The parquet
extension enables reading of Apache
Parquet files. Parquet is a columnar file format
for efficient analytical querying.
This extension is included by default in the CLI, Python, and WebAssembly
clients for GlareDB. A parquet
schema will be created automatically containing
all Parquet related functions.
The read_parquet
table function can be used to read a parquet file:
SELECT * FROM read_parquet('path/to/file.parquet');
read_parquet
is an alias for the namespaced parquet.read
function, and can
be used interchangeably:
SELECT * FROM parquet.read('path/to/file.parquet');
If your Parquet file ends with .parquet
, the table function can be omitted
entirely. The function to use will be inferred automatically:
SELECT * FROM 'path/to/file.parquet';
Multiple files can be provided using either a list of files, or a glob. All files are currently expected to have the same schema.

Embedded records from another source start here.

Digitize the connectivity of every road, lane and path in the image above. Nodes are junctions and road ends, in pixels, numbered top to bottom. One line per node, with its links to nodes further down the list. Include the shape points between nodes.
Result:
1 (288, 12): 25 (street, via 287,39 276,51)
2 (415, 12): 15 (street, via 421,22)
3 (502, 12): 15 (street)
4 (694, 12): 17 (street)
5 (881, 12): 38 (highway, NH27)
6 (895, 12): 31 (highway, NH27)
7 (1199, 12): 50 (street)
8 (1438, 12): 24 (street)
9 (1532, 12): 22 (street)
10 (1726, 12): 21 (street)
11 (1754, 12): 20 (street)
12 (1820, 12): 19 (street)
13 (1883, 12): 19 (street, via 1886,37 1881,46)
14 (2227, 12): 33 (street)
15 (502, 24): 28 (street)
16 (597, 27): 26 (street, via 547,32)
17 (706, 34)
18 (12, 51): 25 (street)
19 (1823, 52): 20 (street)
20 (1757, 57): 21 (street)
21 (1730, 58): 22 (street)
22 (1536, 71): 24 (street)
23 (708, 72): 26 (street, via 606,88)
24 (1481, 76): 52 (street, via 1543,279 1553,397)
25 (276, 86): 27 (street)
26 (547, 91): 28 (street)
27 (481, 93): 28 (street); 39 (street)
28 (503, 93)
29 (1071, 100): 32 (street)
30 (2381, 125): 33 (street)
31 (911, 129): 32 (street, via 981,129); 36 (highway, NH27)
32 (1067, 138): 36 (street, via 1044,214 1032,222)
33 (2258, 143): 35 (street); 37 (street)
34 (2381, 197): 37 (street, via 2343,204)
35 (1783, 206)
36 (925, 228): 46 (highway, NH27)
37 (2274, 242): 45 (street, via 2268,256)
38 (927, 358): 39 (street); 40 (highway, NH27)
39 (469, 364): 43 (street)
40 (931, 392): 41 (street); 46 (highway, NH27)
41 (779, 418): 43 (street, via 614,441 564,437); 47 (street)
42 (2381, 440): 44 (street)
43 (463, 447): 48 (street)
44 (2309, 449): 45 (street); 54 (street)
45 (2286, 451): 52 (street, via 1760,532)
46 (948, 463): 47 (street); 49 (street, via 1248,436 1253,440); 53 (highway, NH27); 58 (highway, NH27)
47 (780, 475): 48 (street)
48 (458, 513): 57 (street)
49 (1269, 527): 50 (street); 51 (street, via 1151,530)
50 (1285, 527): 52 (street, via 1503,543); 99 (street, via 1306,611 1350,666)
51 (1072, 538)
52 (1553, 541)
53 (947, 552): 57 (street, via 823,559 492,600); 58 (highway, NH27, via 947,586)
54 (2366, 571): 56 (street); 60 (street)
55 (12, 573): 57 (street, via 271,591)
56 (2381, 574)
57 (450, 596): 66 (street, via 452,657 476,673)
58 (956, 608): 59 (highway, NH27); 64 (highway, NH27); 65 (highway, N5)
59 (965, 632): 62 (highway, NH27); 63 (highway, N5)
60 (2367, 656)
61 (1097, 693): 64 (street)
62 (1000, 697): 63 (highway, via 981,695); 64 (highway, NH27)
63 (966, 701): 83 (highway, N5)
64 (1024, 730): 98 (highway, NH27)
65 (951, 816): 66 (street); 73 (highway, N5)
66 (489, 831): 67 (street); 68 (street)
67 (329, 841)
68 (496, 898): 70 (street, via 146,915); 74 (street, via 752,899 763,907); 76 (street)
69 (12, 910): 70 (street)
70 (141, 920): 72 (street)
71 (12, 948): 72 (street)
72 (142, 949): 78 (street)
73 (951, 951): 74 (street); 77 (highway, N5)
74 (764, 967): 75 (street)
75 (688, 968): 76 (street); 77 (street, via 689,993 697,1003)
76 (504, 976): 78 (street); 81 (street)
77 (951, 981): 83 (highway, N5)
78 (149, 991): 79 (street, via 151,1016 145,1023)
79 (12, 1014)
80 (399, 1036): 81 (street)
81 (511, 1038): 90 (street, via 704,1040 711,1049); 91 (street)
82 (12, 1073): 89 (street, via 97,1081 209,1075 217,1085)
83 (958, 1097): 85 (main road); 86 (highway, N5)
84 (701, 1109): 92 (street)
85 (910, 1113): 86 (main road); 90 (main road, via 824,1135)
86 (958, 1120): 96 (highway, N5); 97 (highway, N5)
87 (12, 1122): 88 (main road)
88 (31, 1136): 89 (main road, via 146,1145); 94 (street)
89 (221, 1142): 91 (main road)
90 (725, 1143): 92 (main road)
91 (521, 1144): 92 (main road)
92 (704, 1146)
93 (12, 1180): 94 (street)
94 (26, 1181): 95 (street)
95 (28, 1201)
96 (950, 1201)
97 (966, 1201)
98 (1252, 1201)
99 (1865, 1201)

To read a specific set of files:
SELECT * FROM read_parquet(['file1.parquet', 'file2.parquet']);
To read all Parquet files in data/
:
SELECT * FROM read_parquet('data/*.parquet');
If the glob ends with .parquet
, the function call can be omitted:
SELECT * FROM 'data/*.parquet';
All Parquet table functions are located in the parquet
schema. A complete
list can be found using list_functions
:
SELECT *
FROM list_functions()
WHERE schema_name = 'parquet';
parquet.read
Aliases: read_parquet
, parquet_scan
, parquet.scan
The parquet.read
function takes a path to a Parquet file and returns a table
containing the data.
SELECT * FROM parquet.read('cities.parquet');
Additional parameters can be provided for other file systems. For example, we can provide AWS credentials for accessing a Parquet file in a private S3 bucket:
SELECT * FROM parquet.read('s3://bucket-name/path/to/file.parquet',
region='us-east-1',
access_key_id='YOUR_ACCESS_KEY',
secret_access_key='YOUR_SECRET_KEY');
parquet_file_metadata
Returns high-level metadata about a Parquet file.
SELECT * FROM parquet.file_metadata('cities.parquet');
Column | Description |
---|---|
filename | Name of the file being queried. |
version | Parquet format version used in the file. |
num_rows | Total number of rows in the file. |
created_by | Application or library that wrote the file. |
num_row_groups | Number of row groups contained within the file. |
parquet.rowgroup_metadata
Returns metadata for each row group within a Parquet file.
SELECT * FROM parquet.rowgroup_metadata('cities.parquet');
Column | Description |
---|---|
filename | Name of the file being queried. |
num_rows | Number of rows in the row group. |
num_columns | Number of columns in the row group. |
uncompressed_size | Uncompressed size of the row group in bytes. |
ordinal | Zero-based ordinal of the row group within the file. |
parquet.column_metadata
Returns metadata for each column in each row group within a Parquet file.
SELECT * FROM parquet.column_metadata('cities.parquet');
Column | Description |
---|---|
filename | Name of the file being queried. |
rowgroup_ordinal | Zero-based ordinal of the row group within the file. |
column_ordinal | Zero-based ordinal of the column within the row group. |
physical_type | Physical storage type of the column (e.g., INT32, BYTE_ARRAY). |
max_definition_level | Maximum definition level for the column. |
max_repetition_level | Maximum repetition level for the column. |
file_offset | Byte offset of the column chunk in the file. |
num_values | Number of values stored in the column chunk. |
total_compressed_size | Compressed size of the column chunk in bytes. |
total_uncompressed_size | Uncompressed size of the column chunk in bytes. |
data_page_offset | Byte offset from beginning of file to first data page. |